Sting hasn’t abandoned his love of old English balladry, as exhibited one of the album’s two acoustic numbers, “Heading South On the Great North Road,” and his more literate leanings add a complexity to the narratives “If You Can’t Love Me” and “The Pretty Young Soldier,” the tale of a woman who pretends to be a man to follow her lover off to war.
The album turns audibly quieter on the disc’s back half, with the middle Eastern tone of “Inshallah,” reflecting on a Muslim refugees quest for safe passage, centering on the Arabic title, which translates “If God wills.” The set closes with the remaining acoustic track, “The Empty Chair,” which we’re told was inspired by the capture and killing of American journalist James Foley by ISIS.
The challenge of returning to pop music after over a decade of focus on orchestra interpretations of your earlier works (Symphonicities) and a Broadway musical (The Last Ship) is that your work is given greater scrutiny, your absence raises the expectations about your return to an impossible level of achievement. Maybe that’s why Sting reportedly decided to record this album on a compact time-line to lessen that pressure to produce.
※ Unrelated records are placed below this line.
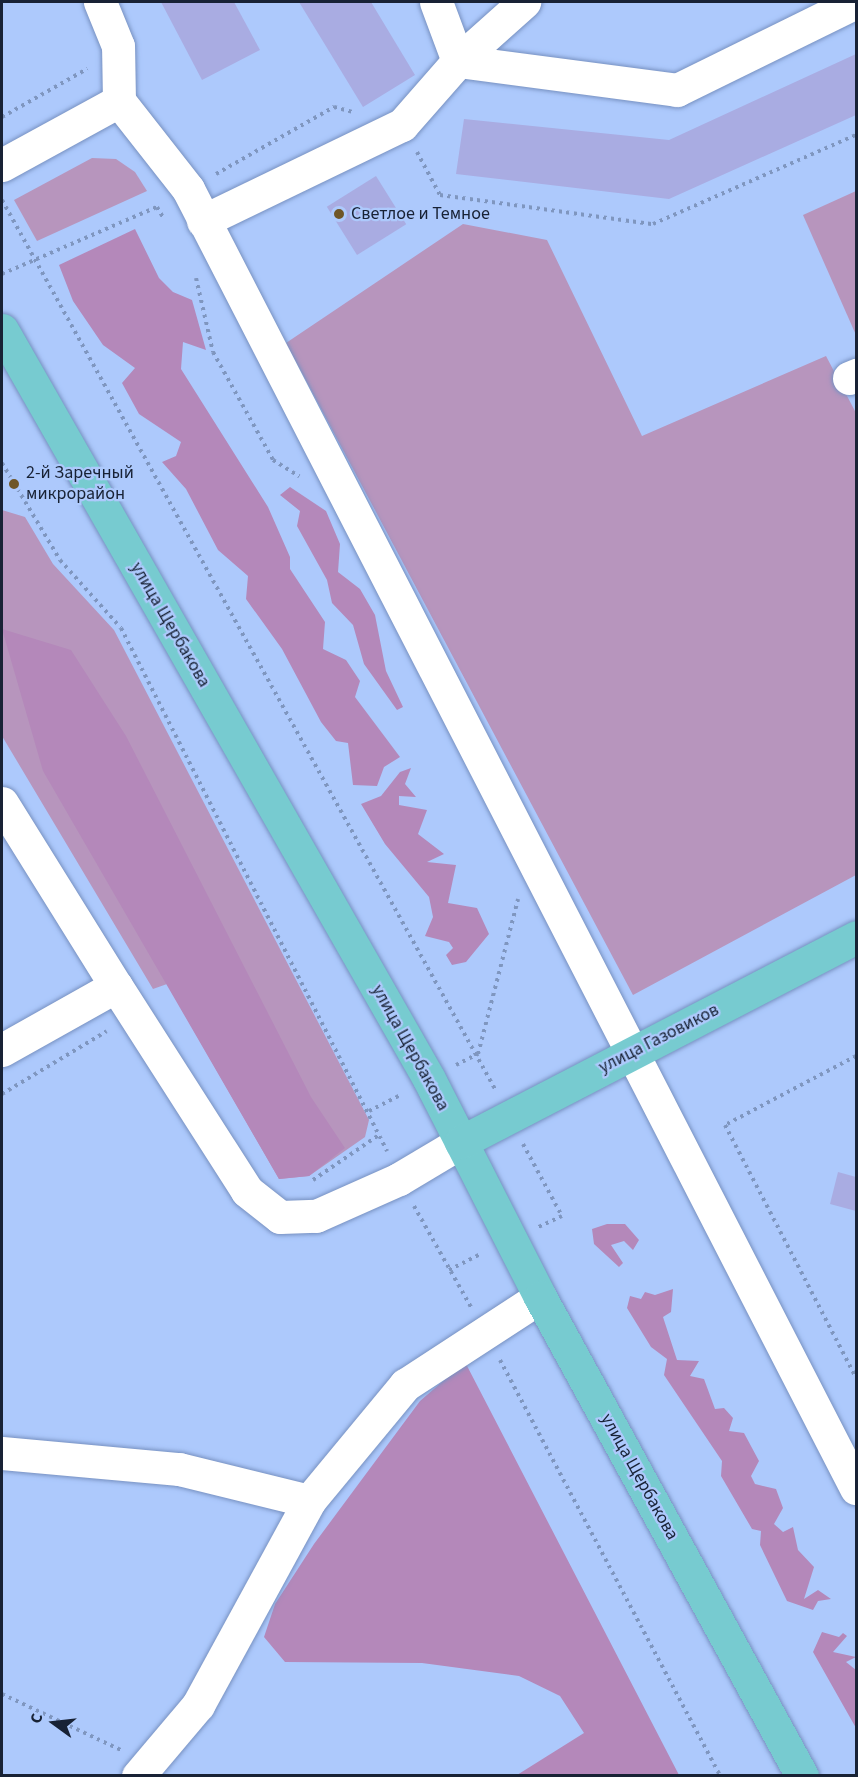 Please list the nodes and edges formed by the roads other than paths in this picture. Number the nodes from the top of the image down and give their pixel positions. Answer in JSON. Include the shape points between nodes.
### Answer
{"nodes":[{"id":1,"x":100,"y":2,"type":"edge"},
{"id":2,"x":436,"y":2,"type":"edge"},
{"id":3,"x":524,"y":2,"type":"edge"},
{"id":4,"x":856,"y":2,"type":"edge"},
{"id":5,"x":458,"y":61,"type":"junction"},
{"id":6,"x":119,"y":101,"type":"junction"},
{"id":7,"x":2,"y":165,"type":"edge"},
{"id":8,"x":203,"y":221,"type":"junction"},
{"id":9,"x":2,"y":330,"type":"edge"},
{"id":10,"x":2,"y":803,"type":"edge"},
{"id":11,"x":856,"y":938,"type":"edge"},
{"id":12,"x":116,"y":986,"type":"junction"},
{"id":13,"x":2,"y":1050,"type":"edge"},
{"id":14,"x":633,"y":1052,"type":"junction"},
{"id":15,"x":462,"y":1142,"type":"junction"},
{"id":16,"x":540,"y":1297,"type":"junction"},
{"id":17,"x":848,"y":1450,"type":"edge"},
{"id":18,"x":2,"y":1453,"type":"edge"},
{"id":19,"x":856,"y":1488,"type":"edge"},
{"id":20,"x":309,"y":1501,"type":"junction"},
{"id":21,"x":144,"y":1769,"type":"edge"},
{"id":22,"x":802,"y":1776,"type":"edge"}],
"edges":[{"from":1,"to":6,"type":"street","via":[[118,46]]},
{"from":2,"to":5,"type":"street"},
{"from":3,"to":5,"type":"street"},
{"from":4,"to":5,"type":"street","via":[[677,90]]},
{"from":5,"to":8,"type":"street","via":[[402,125]]},
{"from":6,"to":7,"type":"street"},
{"from":6,"to":8,"type":"street","via":[[188,189]]},
{"from":8,"to":14,"type":"street"},
{"from":9,"to":15,"type":"main road","name":"улица Щербакова"},
{"from":10,"to":12,"type":"street"},
{"from":11,"to":14,"type":"main road","name":"улица Газовиков"},
{"from":12,"to":13,"type":"street"},
{"from":12,"to":15,"type":"street","via":[[247,1191],[280,1217],[316,1216],[399,1179]]},
{"from":14,"to":15,"type":"main road","name":"улица Газовиков"},
{"from":14,"to":17,"type":"street"},
{"from":15,"to":16,"type":"main road","name":"улица Щербакова"},
{"from":16,"to":20,"type":"street","via":[[484,1329],[405,1385]]},
{"from":16,"to":22,"type":"main road","name":"улица Щербакова"},
{"from":17,"to":19,"type":"street"},
{"from":18,"to":20,"type":"street","via":[[179,1469]]},
{"from":20,"to":21,"type":"street","via":[[198,1705]]}]} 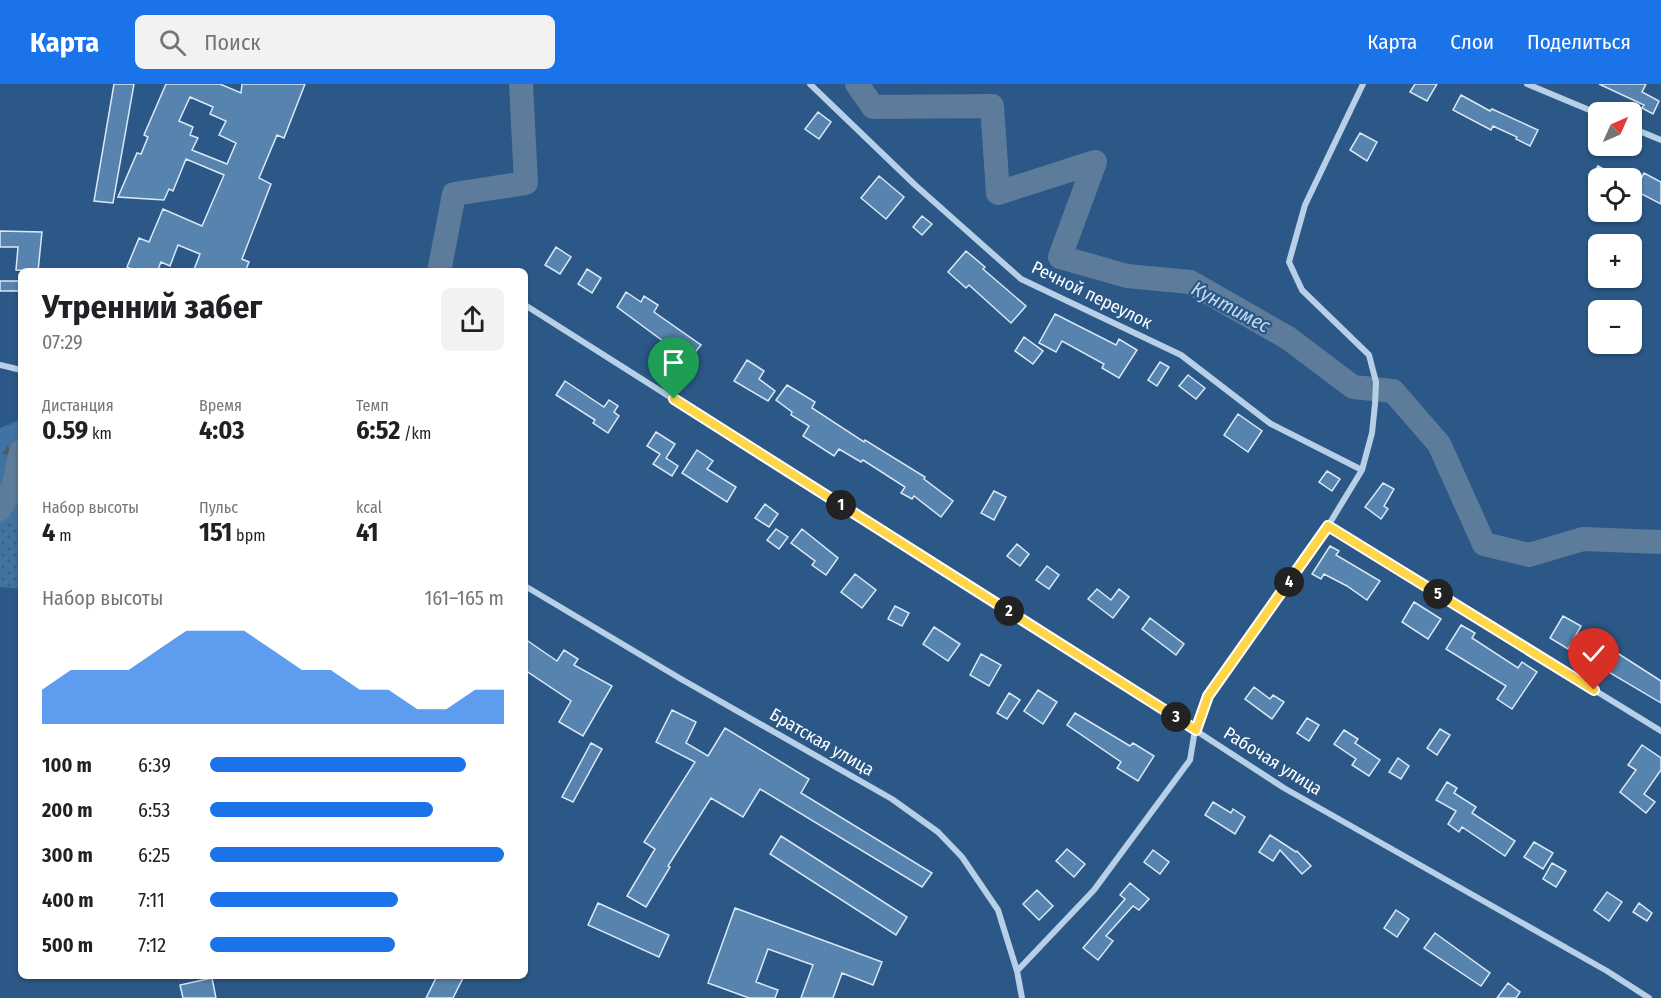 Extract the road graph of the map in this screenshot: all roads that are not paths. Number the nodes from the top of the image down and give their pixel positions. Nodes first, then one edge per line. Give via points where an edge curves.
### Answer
1 (810, 84) edge
2 (1363, 84) edge
3 (1527, 84) edge
4 (1588, 109) edge
5 (1642, 132) edge
6 (1661, 140) edge
7 (528, 307) edge
8 (0, 365) edge
9 (18, 369) edge
10 (1362, 470) junction
11 (1328, 526) junction
12 (528, 588) edge
13 (1196, 730) junction
14 (1661, 731) edge
15 (1017, 972) junction
16 (1022, 998) edge
17 (1649, 998) edge

1 - 10 street, Речной переулок via 1021,279 1181,355 1271,424
2 - 10 street via 1305,205 1289,262 1302,290 1369,355 1376,382 1375,404
3 - 4 street
5 - 6 street
7 - 13 street, Рабочая улица
8 - 9 street
10 - 11 street
11 - 13 street via 1208,696
11 - 14 street
12 - 15 street, Братская улица via 892,800 938,832 962,857 998,910
13 - 15 street via 1190,760 1101,881
13 - 17 street, Рабочая улица via 1284,788 1607,970
15 - 16 street, Братская улица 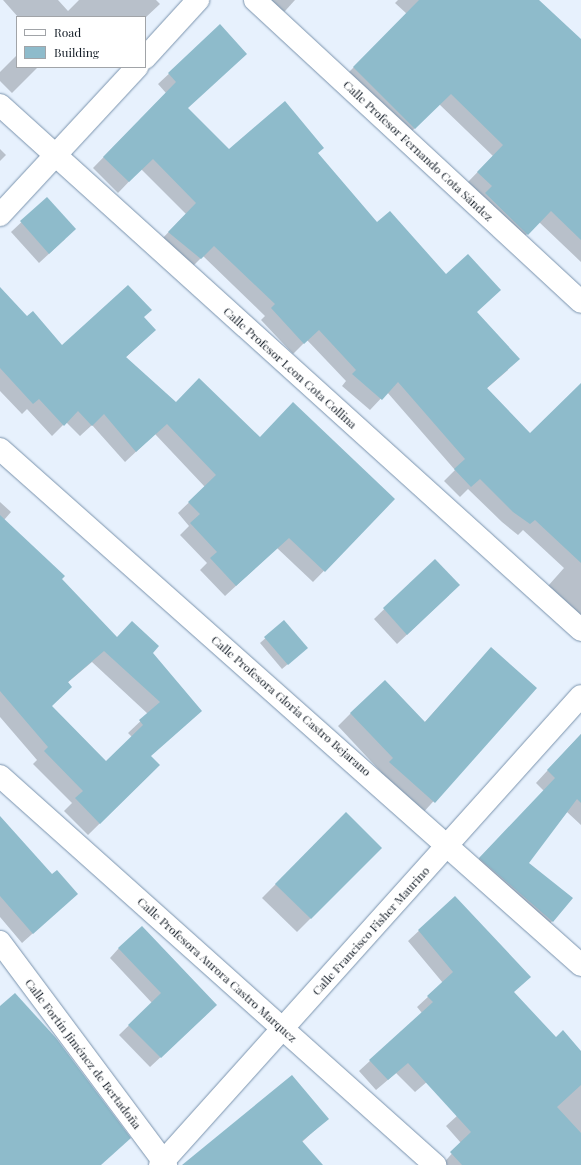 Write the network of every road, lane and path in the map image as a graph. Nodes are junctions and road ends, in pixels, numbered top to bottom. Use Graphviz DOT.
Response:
graph roads {
  1 [pos="198,0"];
  2 [pos="255,0"];
  3 [pos="146,57"];
  4 [pos="136,68"];
  5 [pos="0,105"];
  6 [pos="55,156"];
  7 [pos="0,215"];
  8 [pos="581,302"];
  9 [pos="0,449"];
  10 [pos="581,630"];
  11 [pos="581,696"];
  12 [pos="0,776"];
  13 [pos="448,844"];
  14 [pos="2,949"];
  15 [pos="581,965"];
  16 [pos="283,1029"];
  17 [pos="163,1164"];
  18 [pos="435,1165"];
  1 -- 3 [label="street"];
  2 -- 8 [label="street, Calle Profesor Fernando Cota Sández"];
  4 -- 6 [label="street"];
  5 -- 6 [label="street, Calle Profesor Leon Cota Collina"];
  6 -- 7 [label="street"];
  6 -- 10 [label="street, Calle Profesor Leon Cota Collina"];
  9 -- 13 [label="street, Calle Profesora Gloria Castro Bejarano"];
  11 -- 13 [label="street, Calle Francisco Fisher Maurino"];
  12 -- 16 [label="street, Calle Profesora Aurora Castro Marquez"];
  13 -- 15 [label="street, Calle Profesora Gloria Castro Bejarano"];
  13 -- 16 [label="street, Calle Francisco Fisher Maurino"];
  14 -- 17 [label="street, Calle Fortín Jiménez de Bertadoña"];
  16 -- 17 [label="street, Calle Francisco Fisher Maurino"];
  16 -- 18 [label="street, Calle Profesora Aurora Castro Marquez"];
}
But timing is everything, if this musical collection was released a few years after 2003’s Sacred Love our collective hopes for a return to genius would not have risen to unrealistic heights. But, as Sting sings in “50,000,” it’s hard to let go of all that praise and adulation, even as age and its limitations encroach upon one’s abilities. Hopefully, Sting will use 57th & 9th as a springboard to a new mature creative heyday, but in the meantime it serves as a sturdy, reliable work of a voice that’s been quiet for too long.
Key Tracks: “I Can’t Stop Thinking About You” / “Petrol Head” / “50,000”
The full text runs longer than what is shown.